Temperature Effects on the Stability and Mobility of DNA Origami Platforms on Supported Lipid Bilayers

Abstract

Supported lipid bilayers (SLBs) provide a modular, laterally fluid biointerface for presenting membrane-tethered ligands in reconstituted T cell activation assays. In this thesis, the temporal stability of SLB-based ligand presentation was assessed for SLB-anchored rectangular DNA origami platforms as well as peptide-MHC (pMHC) complexes. Experiments were performed at 26 →C and 37 →C. Temporal stability was analyzed over observation windows of approximately 120–200 minutes following washing of SLB-wells, with typically three to four measurements acquired per SLB during this time period. Time-resolved TIRF microscopy was used to quantify (i) lateral diffusion via single-particle tracking and (ii) normalized bulk fluorescence intensity as a proxy for surface coverage. In addition, single-molecule brightness served as a control metric for tracking quality and potential aggregation effects. Across conditions, diffusion coefficients remained temporally stable within the observation window, indicating that ligand mobility is preserved over time and that no progressive immobilization or loss of membrane fluidity occurs on experimentally relevant timescales.
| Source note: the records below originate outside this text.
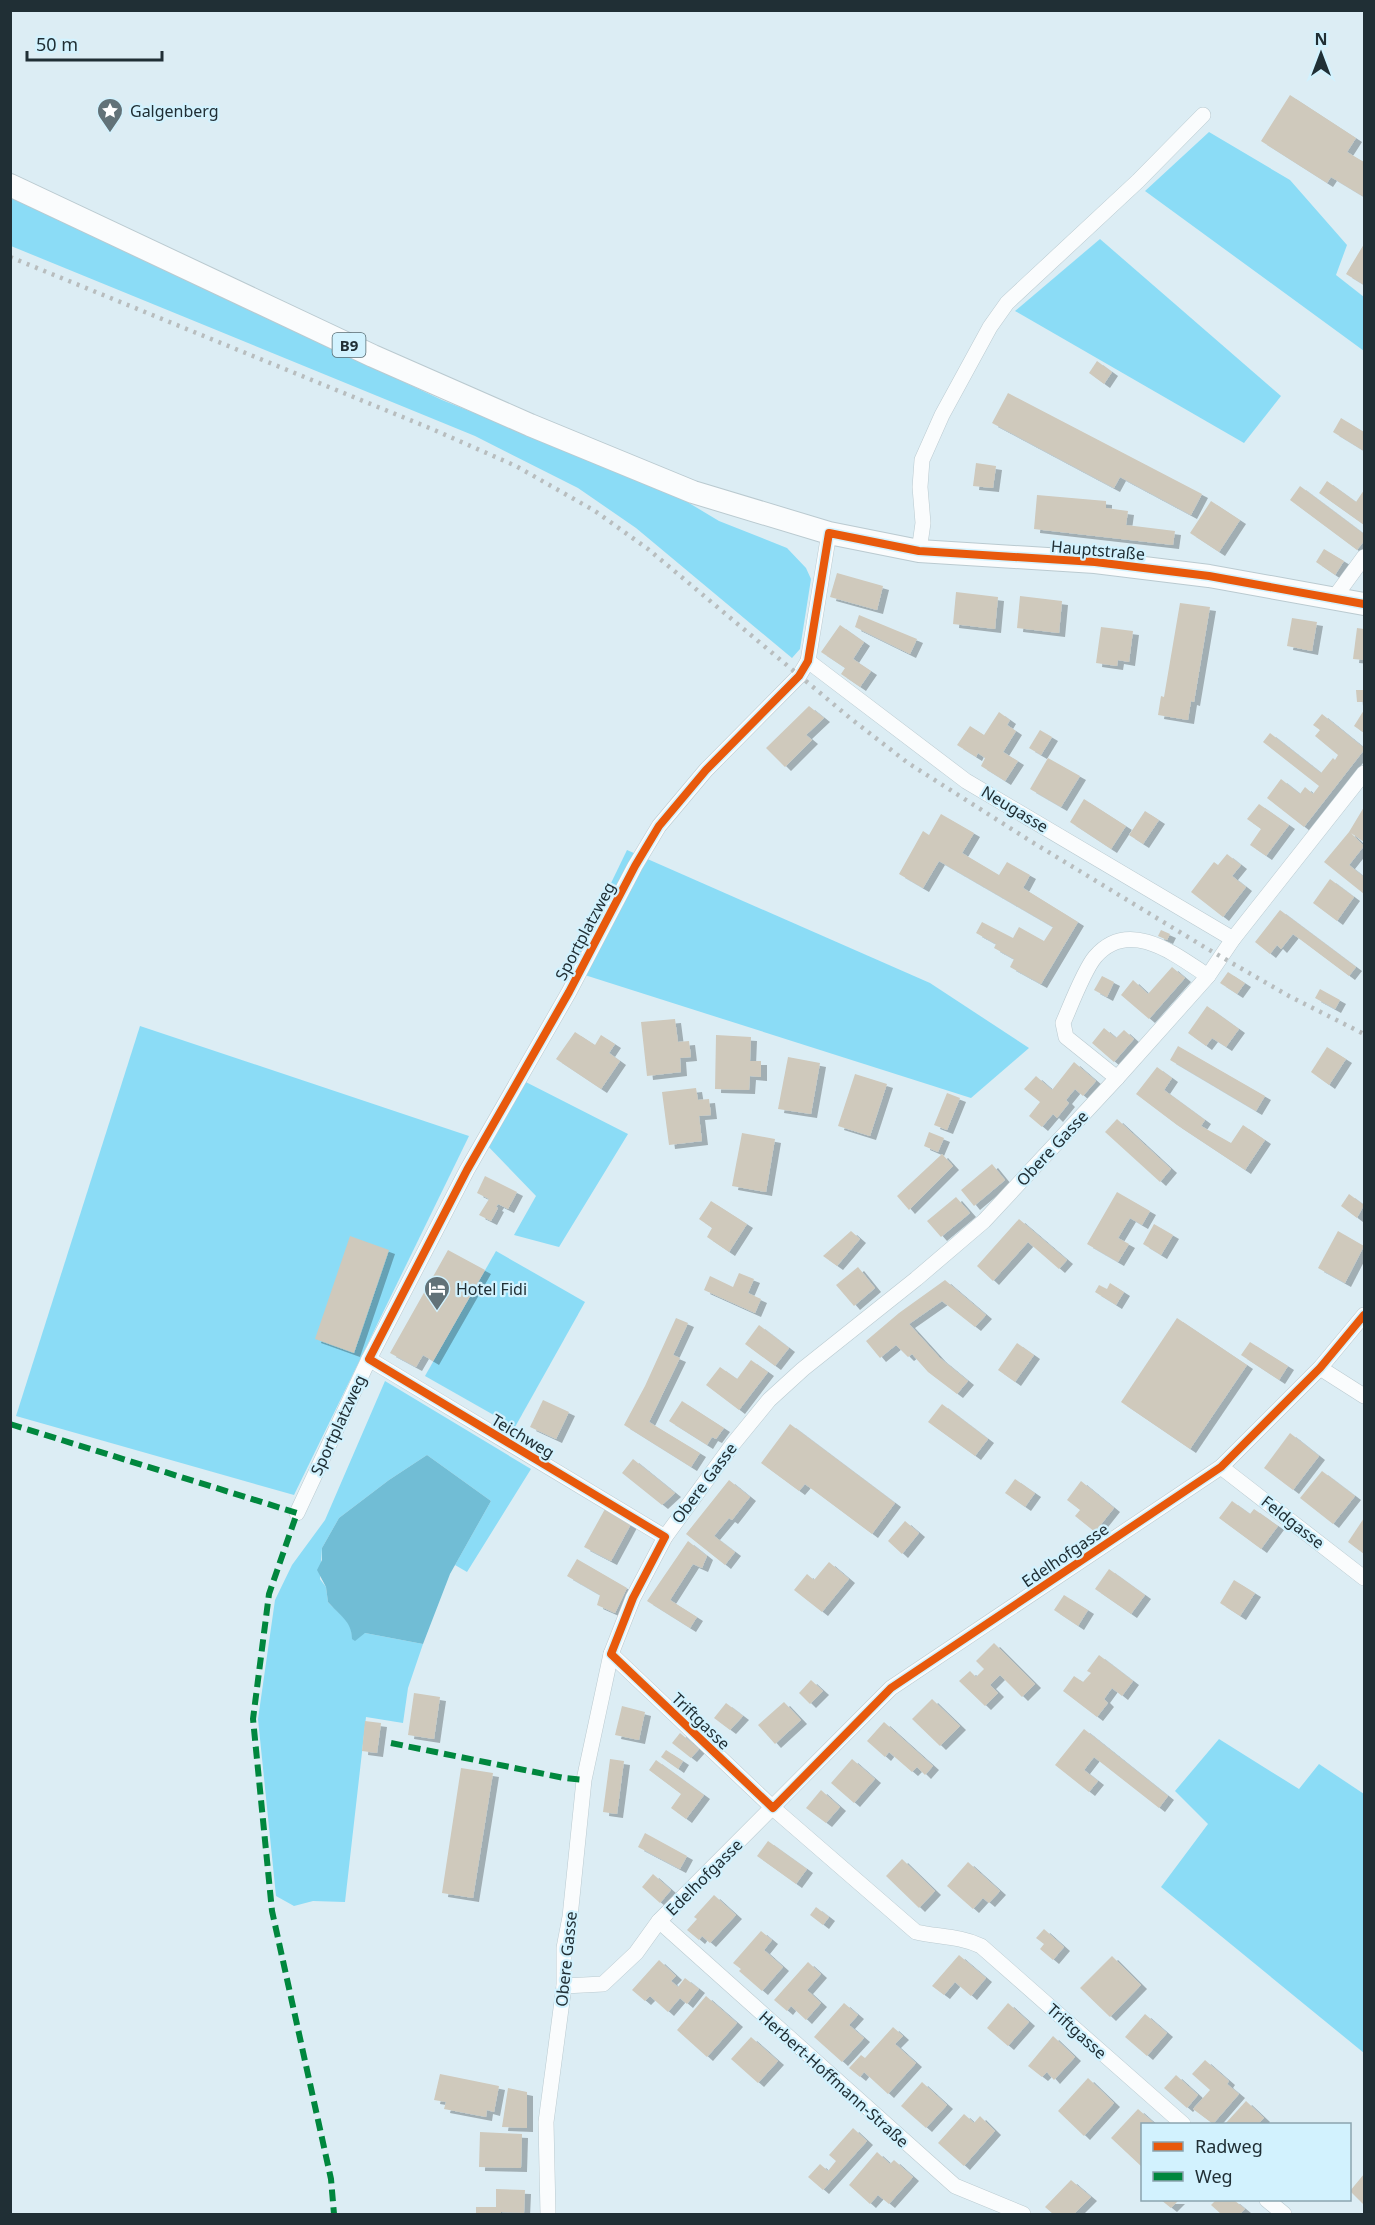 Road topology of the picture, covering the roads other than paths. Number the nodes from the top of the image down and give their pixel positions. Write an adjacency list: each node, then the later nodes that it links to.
1 (1203, 115): 4 (street)
2 (10, 185): 3 (main road, B9)
3 (829, 532): 4 (main road, Hauptstraße / B9); 8 (street, Sportplatzweg)
4 (919, 551): 6 (main road, Hauptstraße / B9)
5 (1365, 557): 6 (street)
6 (1334, 598): 7 (main road, Hauptstraße / B9)
7 (1365, 604)
8 (808, 661): 10 (street, Neugasse); 14 (street, Sportplatzweg)
9 (1365, 773): 10 (street, Obere Gasse)
10 (1233, 939): 11 (street, Obere Gasse)
11 (1208, 976): 12 (street, Obere Gasse); 12 (street)
12 (1117, 1078): 19 (street, Obere Gasse)
13 (1365, 1315): 15 (street, Edelhofgasse)
14 (369, 1359): 18 (street, Sportplatzweg); 19 (street, Teichweg)
15 (1320, 1368): 16 (street); 17 (street, Edelhofgasse)
16 (1365, 1396)
17 (1221, 1467): 20 (street, Feldgasse); 22 (street, Edelhofgasse)
18 (297, 1513)
19 (664, 1537): 21 (street, Obere Gasse)
20 (1365, 1578)
21 (611, 1654): 22 (street, Triftgasse); 24 (street, Obere Gasse)
22 (773, 1808): 23 (street, Edelhofgasse); 25 (street, Triftgasse)
23 (659, 1921): 24 (street, Edelhofgasse); 28 (street, Herbert-Hoffmann-Straße)
24 (564, 1986): 27 (street, Obere Gasse)
25 (1182, 2123)
26 (1269, 2201): 29 (street)
27 (548, 2214)
28 (1023, 2214)
29 (1284, 2214)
Bulk fluorescence intensities were either stable or showed only gradual, well-resolved changes, consistent with overall robust surface presentation rather than rapid ligand depletion. Importantly, the absence of pronounced time-dependent brightness increases argues against substantial aggregation-driven artifacts, supporting the reliability of the mobility measurements. Together, these results demonstrate that the investigated SLB-based membrane systems provide sufficiently stable and laterally mobile ligand presentation over the timescales relevant for downstream experiments in tested conditions. This temporal robustness supports their suitability as standardized platforms for T cell activation assays, where controlled surface densities and sustained ligand mobility are essential to probe activation thresholds and immunological synapse formation under physiologically relevant conditions.